Demand for gas is also expected to grow at a rate of 1½ to 2 percent annually.  Gas is increasingly becoming the "fuel of choice" in developed regions, for use in combined cycle power generation - and in developing regions, for rapid electrification using locally available fuel.  

Radical technology changes in the offshore sector have increased the success rate and reduced the cost of finding and developing oil by 40 percent since the early 1990s.  Driving these improvements are advances in seismic technology, use of directional drilling and multiple completions, improvements in subsea systems, improved production techniques, better coordination among field operators, etc.  Unocal estimates that, using Shell's Auger TLP installed in 1995 as a base, new technology and the learning curve have cut both capital intensity and construction/ installation time in half.


Both majors and large independents are increasingly focusing their finding and development budgets on new deepwater fields.  Advances in technology and compressed development cycles, both a function of floating production and subsea development, make this segment the most attractive on a life cycle basis.

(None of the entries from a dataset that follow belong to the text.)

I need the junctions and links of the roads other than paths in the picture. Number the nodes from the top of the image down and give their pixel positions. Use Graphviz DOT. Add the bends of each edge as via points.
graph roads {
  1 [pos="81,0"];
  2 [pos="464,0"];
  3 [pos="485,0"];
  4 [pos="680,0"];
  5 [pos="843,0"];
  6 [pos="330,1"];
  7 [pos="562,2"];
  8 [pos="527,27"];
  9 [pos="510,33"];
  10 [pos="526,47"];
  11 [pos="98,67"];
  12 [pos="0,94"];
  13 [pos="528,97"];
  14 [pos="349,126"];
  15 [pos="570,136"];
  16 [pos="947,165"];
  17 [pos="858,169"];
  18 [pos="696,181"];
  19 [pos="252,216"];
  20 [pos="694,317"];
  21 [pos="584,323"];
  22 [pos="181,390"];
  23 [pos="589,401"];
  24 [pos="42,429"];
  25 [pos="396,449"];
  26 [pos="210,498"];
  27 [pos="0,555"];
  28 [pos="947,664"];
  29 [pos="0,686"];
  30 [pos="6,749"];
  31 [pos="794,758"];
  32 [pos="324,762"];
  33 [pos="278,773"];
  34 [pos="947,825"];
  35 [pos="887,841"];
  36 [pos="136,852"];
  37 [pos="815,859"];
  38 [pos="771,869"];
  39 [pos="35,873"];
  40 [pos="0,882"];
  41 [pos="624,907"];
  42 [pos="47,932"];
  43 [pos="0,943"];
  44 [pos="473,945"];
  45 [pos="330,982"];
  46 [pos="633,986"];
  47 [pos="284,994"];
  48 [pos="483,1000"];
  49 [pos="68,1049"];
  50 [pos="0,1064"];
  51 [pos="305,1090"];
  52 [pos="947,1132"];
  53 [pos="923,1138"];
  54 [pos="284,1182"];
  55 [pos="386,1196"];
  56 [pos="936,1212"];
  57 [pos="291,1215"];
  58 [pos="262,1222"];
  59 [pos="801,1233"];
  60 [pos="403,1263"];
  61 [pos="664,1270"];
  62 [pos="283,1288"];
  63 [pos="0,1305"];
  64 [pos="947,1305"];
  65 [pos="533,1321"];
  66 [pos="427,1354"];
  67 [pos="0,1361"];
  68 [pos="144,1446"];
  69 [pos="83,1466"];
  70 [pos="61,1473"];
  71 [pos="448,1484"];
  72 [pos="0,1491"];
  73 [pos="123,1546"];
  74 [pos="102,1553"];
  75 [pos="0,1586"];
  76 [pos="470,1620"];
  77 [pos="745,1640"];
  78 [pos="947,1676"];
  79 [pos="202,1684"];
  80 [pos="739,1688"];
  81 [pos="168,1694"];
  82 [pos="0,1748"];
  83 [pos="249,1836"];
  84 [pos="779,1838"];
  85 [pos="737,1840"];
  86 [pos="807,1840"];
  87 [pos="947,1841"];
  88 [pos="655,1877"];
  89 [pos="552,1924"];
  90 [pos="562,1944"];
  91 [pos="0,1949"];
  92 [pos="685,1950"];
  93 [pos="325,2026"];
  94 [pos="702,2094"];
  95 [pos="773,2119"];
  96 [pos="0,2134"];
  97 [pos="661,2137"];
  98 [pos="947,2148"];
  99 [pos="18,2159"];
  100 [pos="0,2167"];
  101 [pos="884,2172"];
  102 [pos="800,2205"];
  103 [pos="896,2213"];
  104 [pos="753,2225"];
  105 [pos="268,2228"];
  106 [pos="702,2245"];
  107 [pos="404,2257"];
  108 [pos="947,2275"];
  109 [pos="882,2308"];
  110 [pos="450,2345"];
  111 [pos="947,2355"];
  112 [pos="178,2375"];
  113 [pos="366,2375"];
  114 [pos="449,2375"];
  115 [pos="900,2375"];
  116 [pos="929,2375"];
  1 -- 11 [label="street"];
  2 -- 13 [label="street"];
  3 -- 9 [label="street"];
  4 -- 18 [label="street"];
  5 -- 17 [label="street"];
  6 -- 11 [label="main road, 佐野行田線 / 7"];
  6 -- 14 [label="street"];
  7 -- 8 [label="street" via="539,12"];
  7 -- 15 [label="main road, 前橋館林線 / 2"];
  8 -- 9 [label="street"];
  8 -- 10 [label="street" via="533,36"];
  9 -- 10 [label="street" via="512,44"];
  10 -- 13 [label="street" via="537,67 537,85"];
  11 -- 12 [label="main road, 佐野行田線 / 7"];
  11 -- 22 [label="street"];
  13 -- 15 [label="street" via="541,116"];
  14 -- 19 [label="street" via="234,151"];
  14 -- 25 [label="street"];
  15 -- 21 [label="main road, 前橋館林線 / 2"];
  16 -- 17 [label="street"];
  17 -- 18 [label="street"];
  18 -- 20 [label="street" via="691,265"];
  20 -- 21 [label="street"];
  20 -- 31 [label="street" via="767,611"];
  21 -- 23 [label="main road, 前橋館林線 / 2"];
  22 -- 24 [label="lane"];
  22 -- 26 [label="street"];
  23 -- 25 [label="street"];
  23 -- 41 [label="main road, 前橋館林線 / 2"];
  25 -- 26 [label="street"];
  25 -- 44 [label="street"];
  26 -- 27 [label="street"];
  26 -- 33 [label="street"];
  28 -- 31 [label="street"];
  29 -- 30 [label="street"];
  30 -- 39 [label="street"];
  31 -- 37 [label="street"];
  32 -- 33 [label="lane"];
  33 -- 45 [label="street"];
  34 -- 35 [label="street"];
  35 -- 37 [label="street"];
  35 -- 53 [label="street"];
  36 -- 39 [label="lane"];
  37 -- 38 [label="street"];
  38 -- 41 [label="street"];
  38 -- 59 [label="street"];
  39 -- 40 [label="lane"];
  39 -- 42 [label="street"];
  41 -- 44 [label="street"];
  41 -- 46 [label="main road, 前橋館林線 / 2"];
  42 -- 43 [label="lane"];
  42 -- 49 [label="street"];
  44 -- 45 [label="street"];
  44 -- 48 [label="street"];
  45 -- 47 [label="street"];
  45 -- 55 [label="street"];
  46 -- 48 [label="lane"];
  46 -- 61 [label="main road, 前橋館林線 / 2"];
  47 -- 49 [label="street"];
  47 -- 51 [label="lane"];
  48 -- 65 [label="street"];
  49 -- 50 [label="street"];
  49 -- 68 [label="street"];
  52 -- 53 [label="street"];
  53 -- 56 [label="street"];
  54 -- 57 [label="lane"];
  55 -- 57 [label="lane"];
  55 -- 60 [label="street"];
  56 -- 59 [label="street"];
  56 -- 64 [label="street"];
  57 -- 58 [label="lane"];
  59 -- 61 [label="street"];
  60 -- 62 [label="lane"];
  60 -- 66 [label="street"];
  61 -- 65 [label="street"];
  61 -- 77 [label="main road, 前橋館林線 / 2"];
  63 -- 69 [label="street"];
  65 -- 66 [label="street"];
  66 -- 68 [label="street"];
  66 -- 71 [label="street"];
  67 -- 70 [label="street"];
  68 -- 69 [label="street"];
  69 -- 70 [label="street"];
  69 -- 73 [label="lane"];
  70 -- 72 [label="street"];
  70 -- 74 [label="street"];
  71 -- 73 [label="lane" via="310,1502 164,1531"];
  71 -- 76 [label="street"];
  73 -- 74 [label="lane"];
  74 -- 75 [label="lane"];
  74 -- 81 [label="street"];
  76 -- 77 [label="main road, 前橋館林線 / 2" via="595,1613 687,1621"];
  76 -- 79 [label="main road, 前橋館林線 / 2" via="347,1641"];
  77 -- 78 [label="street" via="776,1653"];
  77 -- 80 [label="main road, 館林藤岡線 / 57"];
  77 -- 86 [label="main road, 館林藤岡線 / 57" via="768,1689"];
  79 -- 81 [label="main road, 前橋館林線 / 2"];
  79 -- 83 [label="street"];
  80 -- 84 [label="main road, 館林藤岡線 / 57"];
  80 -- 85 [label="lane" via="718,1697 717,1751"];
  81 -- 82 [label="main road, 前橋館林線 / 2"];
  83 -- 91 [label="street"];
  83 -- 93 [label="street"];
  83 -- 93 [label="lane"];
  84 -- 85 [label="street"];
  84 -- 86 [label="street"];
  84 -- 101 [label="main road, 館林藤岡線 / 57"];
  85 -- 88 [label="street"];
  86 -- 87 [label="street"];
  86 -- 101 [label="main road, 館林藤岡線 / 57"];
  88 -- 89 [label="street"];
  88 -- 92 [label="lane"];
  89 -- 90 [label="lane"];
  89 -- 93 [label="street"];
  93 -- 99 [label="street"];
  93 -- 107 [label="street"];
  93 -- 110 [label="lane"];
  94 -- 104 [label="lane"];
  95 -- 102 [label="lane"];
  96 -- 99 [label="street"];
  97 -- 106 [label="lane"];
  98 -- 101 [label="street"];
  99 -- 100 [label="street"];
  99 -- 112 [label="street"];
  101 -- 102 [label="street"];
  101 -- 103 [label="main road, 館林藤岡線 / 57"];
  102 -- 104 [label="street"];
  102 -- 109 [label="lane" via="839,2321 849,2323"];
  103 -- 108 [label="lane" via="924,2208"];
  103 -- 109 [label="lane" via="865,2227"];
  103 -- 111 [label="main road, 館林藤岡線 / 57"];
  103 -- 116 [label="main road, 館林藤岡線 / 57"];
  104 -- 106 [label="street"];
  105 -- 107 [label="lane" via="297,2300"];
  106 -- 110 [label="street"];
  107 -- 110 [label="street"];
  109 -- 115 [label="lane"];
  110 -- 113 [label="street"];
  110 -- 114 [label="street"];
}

Easily the deepest water around, with the highest number of imminent prospects, is the deepwater Gulf of Mexico.  This is followed by Brazil and offshore West Africa.  All three segments are in what we refer to as the South Atlantic region.  The resultant drilling and construction activity in all three areas helps explain the current migration of deepwater drilling and construction equipment into the region, primarily from the North Atlantic.  Shell, BP, Exxon and Chevron are particularly active in the U.S. Gulf.  Elf, with Girassol and Dalia, is especially active off West Africa.  Petrobras is aggressively pursuing deepwater activities off Brazil.  All of the majors are now concentrating their exploration and development activity on deepwater (exceeding 460 meters) and ultra deepwater (exceeding 910 meters).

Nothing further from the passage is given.